Aun así, no pasó nada, la fiscalía especial presentó el caso de Tlatelolco como el mayor de sus avances, e incluso se animó a anunciar que habría cerca de 70 detenciones. Pero no fue así, en julio de 2002, Luis Echeverría, en calidad de indiciado, compareció a declarar ante la fiscalía, más sostuvo, por escrito, la versión oficial. Así, pues como resultado de las denuncias ante esa fiscalía, no hay ninguna persona o institución juzgada y mucho menos consignada por los sucedido durante el 68. A decir de Julio Mata Montiel, secretario ejecutivo de la Asociación de Familiares de Detenidos Desaparecidos y Víctimas de Violaciones a los Derechos Humanos en México (Afadem):
La Fiscalía se convirtió en el chiquero del Estado, ahí mandan todo lo que no quiere investigar la PGR. No va a poder con el paquete, porque ni siquiera están haciendo investigaciones. Llaman a declarar a la gente, como pasó con (Luis) Echeverría y (Miguel) Nassar Haro, pero no hay investigación de campo y ni siquiera en los expedientes hay cosas nuevas. Todo es una serie de repeticiones. González. Revista contralínea no. 2005.

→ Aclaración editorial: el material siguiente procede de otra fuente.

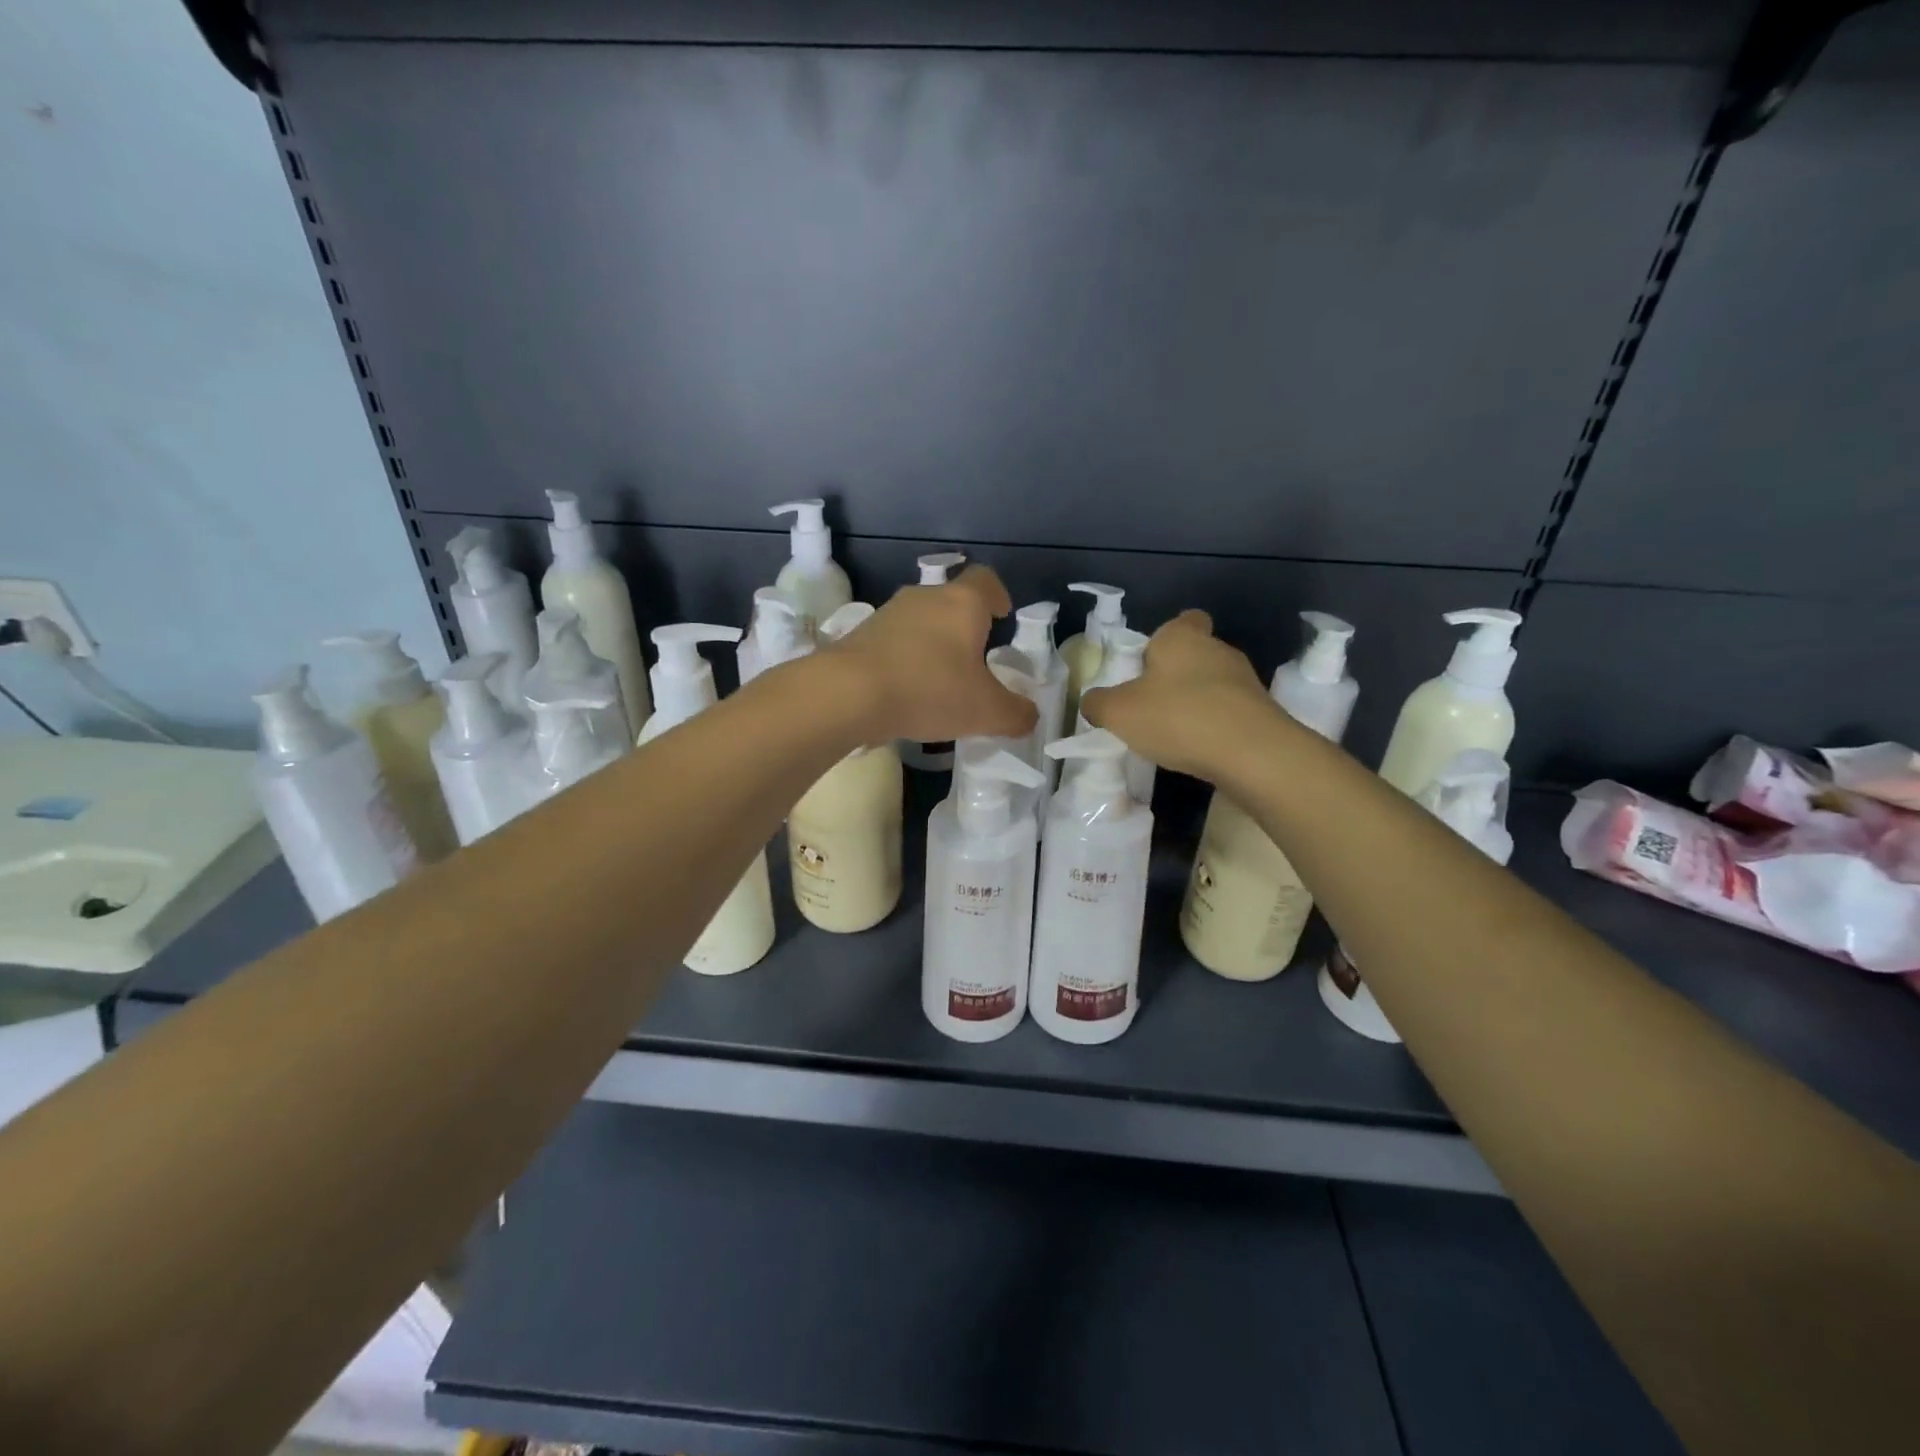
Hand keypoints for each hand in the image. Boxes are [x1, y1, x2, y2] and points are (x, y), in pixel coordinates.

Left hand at [826, 565, 1038, 744]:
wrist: (847, 694)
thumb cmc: (928, 690)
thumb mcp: (985, 711)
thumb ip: (1015, 713)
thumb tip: (1029, 716)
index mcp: (962, 603)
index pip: (986, 580)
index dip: (998, 596)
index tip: (1002, 615)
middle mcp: (925, 597)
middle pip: (952, 600)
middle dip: (965, 626)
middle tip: (975, 658)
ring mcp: (888, 613)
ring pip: (920, 620)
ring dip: (932, 643)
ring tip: (939, 679)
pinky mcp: (860, 634)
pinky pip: (893, 641)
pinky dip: (904, 658)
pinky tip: (905, 690)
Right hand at [1079, 610, 1284, 780]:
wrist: (1252, 754)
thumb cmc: (1178, 717)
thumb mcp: (1118, 712)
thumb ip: (1098, 704)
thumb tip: (1093, 703)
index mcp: (1182, 637)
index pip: (1182, 620)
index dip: (1165, 639)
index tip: (1149, 665)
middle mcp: (1218, 649)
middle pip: (1194, 655)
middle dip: (1175, 676)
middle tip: (1150, 705)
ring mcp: (1245, 681)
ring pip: (1213, 685)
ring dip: (1195, 703)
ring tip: (1173, 734)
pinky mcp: (1261, 712)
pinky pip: (1229, 713)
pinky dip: (1214, 726)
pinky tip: (1199, 749)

Esto nos muestra que no bastó cambiar un partido político electorero en el poder para hacer justicia a los crímenes de Tlatelolco. Tristemente la absurda versión oficial, sigue siendo la supuesta “verdad histórica” hasta que no haya un enjuiciamiento de los culpables y restitución de los daños ante los crímenes de Tlatelolco. La organización popular no sólo tiene la tarea de mantener la memoria histórica, sino de continuar buscando caminos para la justicia efectiva.
II
Otra vergonzosa versión oficial: Ayotzinapa
Parece un gesto burlesco de la historia, el hecho de que el pasado 26 de septiembre de 2014, mientras se dirigían a un boteo con el fin de recolectar dinero para asistir precisamente a la marcha conmemorativa de la matanza estudiantil del 2 de octubre, un grupo de la policía municipal de Iguala Guerrero, cerrara el paso a tres autobuses tomados por estudiantes normalistas de la escuela Normal Rural Isidro Burgos de Ayotzinapa. Mediante este “encerrón” la policía municipal allanó el camino para que los normalistas fueran atacados con armas de alto calibre por un grupo de paramilitares autollamado “Guerreros Unidos”. Las ráfagas, según testimonios, duraron más de treinta minutos y el saldo del ataque fue de 43 normalista desparecidos hasta el día de hoy, 6 asesinados (tres de ellos no estudiantes) y un estudiante que permanece en estado de coma. En el tiroteo fue herido Julio César Mondragón, quién al día siguiente fue hallado muerto, con signos de tortura, sin ojos y desollado mientras aún estaba con vida, según indicaciones del estudio forense.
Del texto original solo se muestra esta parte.